French Doll
These babies for fashion models came to be made in large numbers for the use of milliners; and as the finest ones came from the Netherlands, they were called "Flanders babies." To the busy fingers of Dutch children, English and American children owed many toys besides these dolls. It was a rhymed reproach to the latter that—
"What the children of Holland take pleasure in making,
The children of England take pleasure in breaking."
Fashions changed, and the modish raiment grew antiquated and despised; but still the "Flanders babies" had a cherished old age. They were graduated from milliners' boxes and mantua-makers' show rooms to nurseries and play-rooms where they reigned as queens of juvenile hearts. There are old ladies still living who recall the dolls of their youth as having been the battered fashion dolls sent to their mammas.

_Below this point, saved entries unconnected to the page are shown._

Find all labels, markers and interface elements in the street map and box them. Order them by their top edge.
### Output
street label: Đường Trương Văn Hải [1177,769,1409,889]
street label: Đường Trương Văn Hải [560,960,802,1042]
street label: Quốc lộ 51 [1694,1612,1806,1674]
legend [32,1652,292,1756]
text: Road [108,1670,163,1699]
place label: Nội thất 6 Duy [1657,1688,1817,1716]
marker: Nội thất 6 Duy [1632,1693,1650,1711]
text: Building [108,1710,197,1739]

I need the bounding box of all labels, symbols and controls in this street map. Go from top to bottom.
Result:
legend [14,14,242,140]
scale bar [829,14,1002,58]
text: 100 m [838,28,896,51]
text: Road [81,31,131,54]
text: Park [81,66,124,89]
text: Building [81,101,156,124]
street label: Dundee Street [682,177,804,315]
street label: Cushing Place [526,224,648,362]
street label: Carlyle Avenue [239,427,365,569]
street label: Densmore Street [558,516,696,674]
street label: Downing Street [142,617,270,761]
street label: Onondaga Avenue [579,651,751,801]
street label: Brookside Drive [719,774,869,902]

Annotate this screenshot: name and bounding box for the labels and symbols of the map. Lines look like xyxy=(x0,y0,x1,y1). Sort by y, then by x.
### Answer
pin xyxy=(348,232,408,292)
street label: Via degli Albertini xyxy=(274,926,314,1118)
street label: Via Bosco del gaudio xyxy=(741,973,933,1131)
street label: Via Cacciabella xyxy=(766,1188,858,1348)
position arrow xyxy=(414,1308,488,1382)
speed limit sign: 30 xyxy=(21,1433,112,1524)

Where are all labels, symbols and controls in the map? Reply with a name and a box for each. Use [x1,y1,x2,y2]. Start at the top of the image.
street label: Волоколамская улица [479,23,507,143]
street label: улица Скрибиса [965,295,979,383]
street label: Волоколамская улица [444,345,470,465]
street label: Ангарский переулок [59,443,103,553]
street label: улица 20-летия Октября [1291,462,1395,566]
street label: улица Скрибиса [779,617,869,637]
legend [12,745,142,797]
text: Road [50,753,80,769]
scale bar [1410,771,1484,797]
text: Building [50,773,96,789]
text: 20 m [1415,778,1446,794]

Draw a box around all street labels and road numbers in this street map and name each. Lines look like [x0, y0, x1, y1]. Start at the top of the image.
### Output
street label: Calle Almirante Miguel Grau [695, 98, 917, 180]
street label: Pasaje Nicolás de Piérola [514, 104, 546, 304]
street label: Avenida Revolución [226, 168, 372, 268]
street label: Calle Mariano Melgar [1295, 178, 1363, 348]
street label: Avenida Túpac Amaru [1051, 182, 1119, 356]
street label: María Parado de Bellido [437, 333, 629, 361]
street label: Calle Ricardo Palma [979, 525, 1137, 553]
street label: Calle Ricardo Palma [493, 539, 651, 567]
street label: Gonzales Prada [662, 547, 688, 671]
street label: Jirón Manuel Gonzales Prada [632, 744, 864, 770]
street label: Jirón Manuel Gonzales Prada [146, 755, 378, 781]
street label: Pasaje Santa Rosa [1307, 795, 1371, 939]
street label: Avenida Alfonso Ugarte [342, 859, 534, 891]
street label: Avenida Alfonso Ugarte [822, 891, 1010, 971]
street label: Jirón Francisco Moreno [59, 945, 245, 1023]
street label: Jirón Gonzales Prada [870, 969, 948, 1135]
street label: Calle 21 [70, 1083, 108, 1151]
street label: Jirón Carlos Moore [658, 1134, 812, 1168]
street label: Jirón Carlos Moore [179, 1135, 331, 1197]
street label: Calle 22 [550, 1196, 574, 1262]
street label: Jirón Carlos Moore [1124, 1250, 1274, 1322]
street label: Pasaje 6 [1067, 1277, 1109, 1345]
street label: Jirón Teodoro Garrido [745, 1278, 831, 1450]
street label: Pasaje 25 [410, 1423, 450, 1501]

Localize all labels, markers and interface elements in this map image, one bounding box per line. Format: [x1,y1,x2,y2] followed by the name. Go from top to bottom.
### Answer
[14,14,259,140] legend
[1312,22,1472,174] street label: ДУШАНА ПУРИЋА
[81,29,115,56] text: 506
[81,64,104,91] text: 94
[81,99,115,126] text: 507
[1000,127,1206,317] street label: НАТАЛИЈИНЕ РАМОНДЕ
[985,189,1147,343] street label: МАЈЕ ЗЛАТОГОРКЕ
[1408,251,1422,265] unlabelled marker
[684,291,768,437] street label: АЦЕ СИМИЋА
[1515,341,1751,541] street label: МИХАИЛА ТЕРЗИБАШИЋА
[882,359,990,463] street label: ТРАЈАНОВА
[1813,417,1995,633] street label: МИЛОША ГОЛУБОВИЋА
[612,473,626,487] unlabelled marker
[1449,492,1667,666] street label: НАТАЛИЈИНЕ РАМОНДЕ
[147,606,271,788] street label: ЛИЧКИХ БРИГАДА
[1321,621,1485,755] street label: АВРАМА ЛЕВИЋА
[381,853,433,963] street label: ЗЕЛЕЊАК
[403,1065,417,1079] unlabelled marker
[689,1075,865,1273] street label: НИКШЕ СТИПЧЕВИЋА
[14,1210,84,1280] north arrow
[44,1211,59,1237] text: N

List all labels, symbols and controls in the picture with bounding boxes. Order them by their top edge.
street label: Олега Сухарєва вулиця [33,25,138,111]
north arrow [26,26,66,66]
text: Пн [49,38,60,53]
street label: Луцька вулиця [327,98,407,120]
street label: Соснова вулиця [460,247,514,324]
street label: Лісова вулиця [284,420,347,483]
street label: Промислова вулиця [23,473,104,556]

The best dolls in England were originally sold at Bartholomew Fair and were known as "Bartholomew babies." The English poet, Ward, wrote:—
"Ladies d'y want fine Toys
For Misses or for Boys
Of all sorts I have Choice
And pretty things to tease ye.
I want a little Babye
As pretty a one as may be
With head-dress made of Feather."
In Poor Robin's Almanack, 1695, is a reference to a "Bartholomew baby trickt up with ribbons and knots"; and they were known at the time of the landing of the Pilgrims. Therefore it is not impossible that some Winslow or Winthrop maid, some little miss of Bradford or Brewster birth, brought across seas a Bartholomew baby and was comforted by it.
A pathetic interest is attached to the shapeless similitude of a doll named Bangwell Putt, shown facing page 370. It is in the collection at Deerfield Memorial Hall. It was cherished for eighty years by Clarissa Field of Northfield, Massachusetts, who was born blind, and whose halting but trusting rhymes of longing for the clear vision of another world are fastened to the plaything she loved in youth and in old age.
Nothing more absurd could be fancied than the nomenclature "French" attached to the two shapeless, inelegant creatures, a century old, shown on pages 364 and 367. Yet gawky as they are, they show signs of hard usage, which proves them to have had a more beloved life than the case of elegant Spanish dolls, on page 389, which were evidently too fine ever to be touched. The "White House Doll" spent the days of her youth in the White House at Washington, with the children of the President, John Quincy Adams, and is still cherished by his descendants.